Go to these links for Part I, Part II, Part III, Part IV, and Part V.
Sorry this one's taken me so long! The last several days have been stuffed to the gills, and I think I bit off more than I could chew in trying to do full updates twice a week. I'm now planning to scale it back to a post on Mondays and link to something cool, &c., on Thursdays. Now then.
So I've been talking about my trek into the Catholic Church mostly from the perspective of philosophy. Except that one interlude about how bad it sucked to realize I was gay, growing up a Christian. So what's the connection?
I really think that the Catholic Church is the only place for a gay man who wants to be a Christian, personally. And that's only partly because I'm convinced that Catholicism is in fact true.
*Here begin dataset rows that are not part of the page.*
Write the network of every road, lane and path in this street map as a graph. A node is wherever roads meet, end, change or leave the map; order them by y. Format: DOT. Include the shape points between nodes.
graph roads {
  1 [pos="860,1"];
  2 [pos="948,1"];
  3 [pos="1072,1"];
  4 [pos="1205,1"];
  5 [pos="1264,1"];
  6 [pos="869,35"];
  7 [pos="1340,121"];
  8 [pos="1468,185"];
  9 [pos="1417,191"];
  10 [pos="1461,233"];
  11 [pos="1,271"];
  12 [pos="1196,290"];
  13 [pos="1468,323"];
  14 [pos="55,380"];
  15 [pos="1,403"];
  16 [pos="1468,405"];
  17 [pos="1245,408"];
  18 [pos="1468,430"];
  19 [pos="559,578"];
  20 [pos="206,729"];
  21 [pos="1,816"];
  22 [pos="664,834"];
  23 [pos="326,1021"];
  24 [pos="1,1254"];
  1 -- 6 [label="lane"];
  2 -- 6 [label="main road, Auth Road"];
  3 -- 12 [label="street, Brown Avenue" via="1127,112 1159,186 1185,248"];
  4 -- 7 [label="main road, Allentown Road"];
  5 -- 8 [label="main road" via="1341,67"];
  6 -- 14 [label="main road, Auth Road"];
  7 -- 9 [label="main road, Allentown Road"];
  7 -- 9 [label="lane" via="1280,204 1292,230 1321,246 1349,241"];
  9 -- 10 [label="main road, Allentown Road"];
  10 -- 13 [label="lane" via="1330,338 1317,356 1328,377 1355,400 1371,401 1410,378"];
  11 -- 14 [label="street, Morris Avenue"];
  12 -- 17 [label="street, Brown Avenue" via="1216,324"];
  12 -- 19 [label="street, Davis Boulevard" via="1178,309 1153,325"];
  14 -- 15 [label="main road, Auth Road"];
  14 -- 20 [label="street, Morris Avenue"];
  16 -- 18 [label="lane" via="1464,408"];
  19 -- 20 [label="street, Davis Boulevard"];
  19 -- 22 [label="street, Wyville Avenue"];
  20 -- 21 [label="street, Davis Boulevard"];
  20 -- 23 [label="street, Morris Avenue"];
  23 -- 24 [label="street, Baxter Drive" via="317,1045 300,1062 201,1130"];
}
I hinted, in the post that I mentioned, that the ritual flourish of Catholicism, and especially its more traditional forms, was something that would attract a gay man (and, not to put too fine a point on it, I have occasionally found this to be confirmed by experience). And this isn't a new thing. The association of LGBT persons, especially gay men, with the arts and with extreme sensitivity to beauty, is a cheap stereotype; but things become cheap stereotypes for a reason: the high availability keeps the price down, as it were.
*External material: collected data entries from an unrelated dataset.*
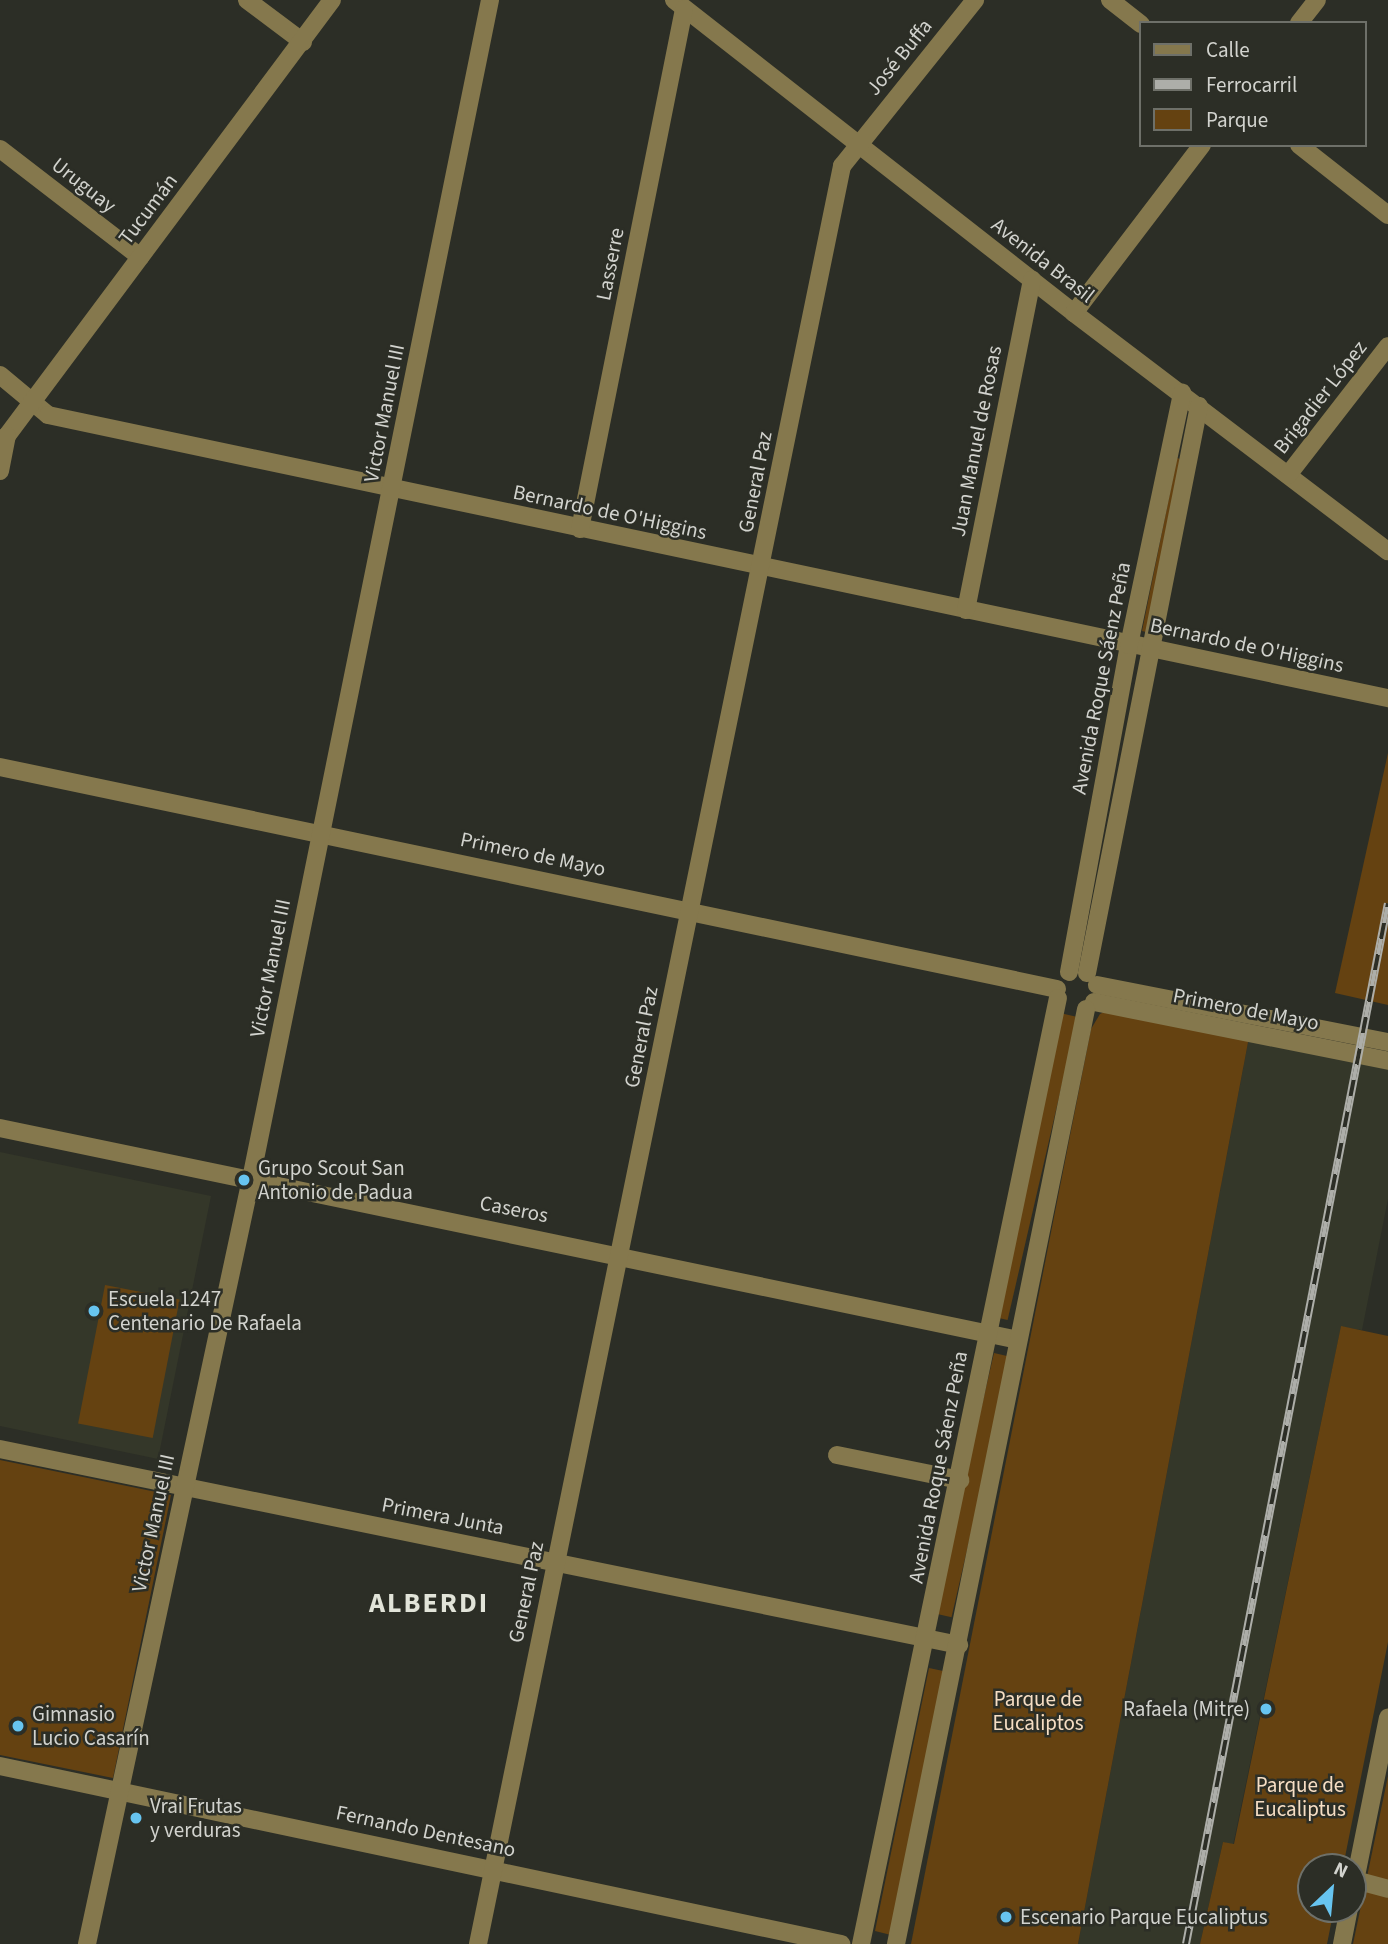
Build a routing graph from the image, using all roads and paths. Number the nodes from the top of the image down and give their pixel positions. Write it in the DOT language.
graph roads {
  1 [pos="247,0"];
  2 [pos="332,0"];
  3 [pos="491,0"];
  4 [pos="975,0"];
  5 [pos="1110,0"];
  6 [pos="1317,0"];
  7 [pos="679,4"];
  8 [pos="1301,21"];
  9 [pos="1140,23"];
  10 [pos="303,42"];
  11 [pos="858,143"];
  12 [pos="1200,147"];
  13 [pos="1302,147"];
  14 [pos="0,149"];
  15 [pos="1388,215"];
  16 [pos="140,257"];
  17 [pos="1032,280"];
  18 [pos="1074,313"];
  19 [pos="1388,346"];
  20 [pos="0,375"];
  21 [pos="1182,393"];
  22 [pos="31,405"];
  23 [pos="1199,406"];
  24 [pos="4,441"];
  25 [pos="0,471"];
  26 [pos="1289,475"];
  27 [pos="391,489"];
  28 [pos="580,529"];
  29 [pos="1388,551"];
  30 [pos="761,568"];
  31 [pos="966,610"];
  32 [pos="1129,645"];
  33 [pos="1150,648"];
  34 [pos="1388,698"];
  35 [pos="1109,750"];
  36 [pos="1130,754"];
  37 [pos="0,767"];
  38 [pos="1097,818"];
  39 [pos="1116,823"];
  40 [pos="321,833"];
  41 [pos="1083,891"];
  42 [pos="1102,895"];
  43 [pos="690,909"];
  44 [pos="1076,934"];
  45 [pos="1094,938"];
  46 [pos="1069,972"];
  47 [pos="1091,993"];
  48 [pos="1057,994"];
  49 [pos="1257,1026"];
  50 [pos="1388,1042"];
  51 [pos="1388,1061"];
  52 [pos="0,1128"];
  53 [pos="251,1179"];
  54 [pos="620,1254"];
  55 [pos="987,1333"];
  56 [pos="1018,1340"];
  57 [pos="0,1449"];
  58 [pos="837,1455"];
  59 [pos="960,1480"];
  60 [pos="184,1486"];
  61 [pos="555,1562"];
  62 [pos="928,1638"];
  63 [pos="959,1645"];
  64 [pos="1388,1718"];
  65 [pos="0,1766"];
  66 [pos="118,1789"];
  67 [pos="1361,1853"];
  68 [pos="493,1869"];
  69 [pos="1367,1887"];
  70 [pos="1388,1889"];
  71 [pos="1346,1923"];
  72 [pos="87,1944"];
  73 [pos="478,1944"];
  74 [pos="841,1944"];
  75 [pos="861,1944"];
  76 [pos="897,1944"];
  77 [pos="1342,1944"];
  1 -- 10 [label="street"];
  2 -- 10 [label="street, Tucumán"];
  3 -- 27 [label="street, Victor Manuel III"];
  4 -- 11 [label="street, José Buffa"];
  5 -- 9 [label="street"];
  6 -- 8 [label="street"];
  7 -- 11 [label="street, Avenida Brasil"];
  7 -- 28 [label="street, Lasserre"];
  10 -- 16 [label="street, Tucumán"];
  11 -- 17 [label="street, Avenida Brasil"];
  11 -- 30 [label="street, General Paz"];
  12 -- 18 [label="street"];
  13 -- 15 [label="street"];
  14 -- 16 [label="street, Uruguay"];
  16 -- 22 [label="street, Tucumán"];
  17 -- 18 [label="street, Avenida Brasil"];
  17 -- 31 [label="street, Juan Manuel de Rosas"];
  18 -- 21 [label="street, Avenida Brasil"];
  19 -- 26 [label="street, Brigadier López"];
  20 -- 22 [label="street"];
  21 -- 23 [label="street, Avenida Brasil"];
  21 -- 32 [label="street, Avenida Roque Sáenz Peña"];
  22 -- 24 [label="street, Tucumán"];
  22 -- 27 [label="street, Bernardo de O'Higgins"];
  23 -- 26 [label="street, Avenida Brasil"];
  23 -- 33 [label="street, Avenida Roque Sáenz Peña"];
  24 -- 25 [label="street"];
  26 -- 29 [label="street, Avenida Brasil"];
  27 -- 28 [label="street, Bernardo de O'Higgins"];
  27 -- 40 [label="street, Victor Manuel III"];
  28 -- 30 [label="street, Bernardo de O'Higgins"];
  30 -- 31 [label="street, Bernardo de O'Higgins"];
  30 -- 43 [label="street, General Paz"];
  31 -- 32 [label="street, Bernardo de O'Higgins"];
  32 -- 33 [label="street, Bernardo de O'Higgins"];
  32 -- 35 [label="street, Avenida Roque Sáenz Peña"];
  33 -- 34 [label="street, Bernardo de O'Higgins"];
  33 -- 36 [label="street, Avenida Roque Sáenz Peña"];
  35 -- 36 [label="street"];
  35 -- 38 [label="street, Avenida Roque Sáenz Peña"];
  36 -- 39 [label="street, Avenida Roque Sáenz Peña"];
  37 -- 40 [label="street, Primero de Mayo"];
  38 -- 39 [label="street"];
  38 -- 41 [label="street, Avenida Roque Sáenz Peña"];
  39 -- 42 [label="street, Avenida Roque Sáenz Peña"];
  40 -- 43 [label="street, Primero de Mayo"];
  40 -- 53 [label="street, Victor Manuel III"];
  41 -- 42 [label="street"];
  41 -- 44 [label="street, Avenida Roque Sáenz Peña"];
  42 -- 45 [label="street, Avenida Roque Sáenz Peña"];
  43 -- 48 [label="street, Primero de Mayo"];
  43 -- 54 [label="street, General Paz"];
  44 -- 45 [label="street"];
  44 -- 46 [label="street, Avenida Roque Sáenz Peña"];
  45 -- 47 [label="street, Avenida Roque Sáenz Peña"];
  46 -- 47 [label="street"];
  46 -- 48 [label="street"];
  47 -- 48 [label="street, Primero de Mayo"];
  47 -- 49 [label="street, Primero de Mayo"];
  47 -- 56 [label="street, Avenida Roque Sáenz Peña"];
  48 -- 55 [label="street, Avenida Roque Sáenz Peña"];
  49 -- 50 [label="street, Primero de Mayo"];
  49 -- 51 [label="street, Primero de Mayo"];
  52 -- 53 [label="street, Caseros"];
  53 -- 54 [label="street, Caseros"];
  53 -- 60 [label="street, Victor Manuel III"];
  54 -- 55 [label="street, Caseros"];
  54 -- 61 [label="street, General Paz"];
  55 -- 56 [label="street, Caseros"];
  55 -- 59 [label="street, Avenida Roque Sáenz Peña"];
  56 -- 63 [label="street, Avenida Roque Sáenz Peña"];
  57 -- 60 [label="street, Primera Junta"];
  58 -- 59 [label="street"];
  59 -- 62 [label="street, Avenida Roque Sáenz Peña"];
  60 -- 61 [label="street, Primera Junta"];
  60 -- 66 [label="street, Victor Manuel III"];
  61 -- 62 [label="street, Primera Junta"];
  61 -- 68 [label="street, General Paz"];
  62 -- 63 [label="street, Primera Junta"];
  62 -- 75 [label="street, Avenida Roque Sáenz Peña"];
  63 -- 76 [label="street, Avenida Roque Sáenz Peña"];
  64 -- 67 [label="street"];
  65 -- 66 [label="street, Fernando Dentesano"];
  66 -- 68 [label="street, Fernando Dentesano"];
  66 -- 72 [label="street, Victor Manuel III"];
  68 -- 73 [label="street, General Paz"];
  68 -- 74 [label="street, Fernando Dentesano"];
  69 -- 70 [label="street"];
  71 -- 77 [label="street"];
}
As to why queer people should be highly aesthetically sensitive, I have no idea. I have one or two half-baked theories: I wonder whether some part of homoeroticism is a subconscious desire to experience oneself as beautiful, the same-sex aspect of the desire stemming partially from a desire to see an alternate self embrace one's own self. But I digress. Whatever the cause, what does seem true (to judge from my own experience and that of most of the queer people I've met) is that there is a high correlation between homosexual attractions and aesthetic receptivity; and among Christian traditions, there is no replacement for Catholicism when it comes to beauty. Catholic art, music, literature, architecture, sculpture, and ritual arguably contain a majority of the most glorious work in western history, from Dante's Divine Comedy to Bach's Mass In B-Minor, from Bernini's Ecstasy of Saint Teresa to Chartres Cathedral, from the splendor of the Benediction of the Blessed Sacrament to Michelangelo's Creation of Adam that graces the top of the Sistine.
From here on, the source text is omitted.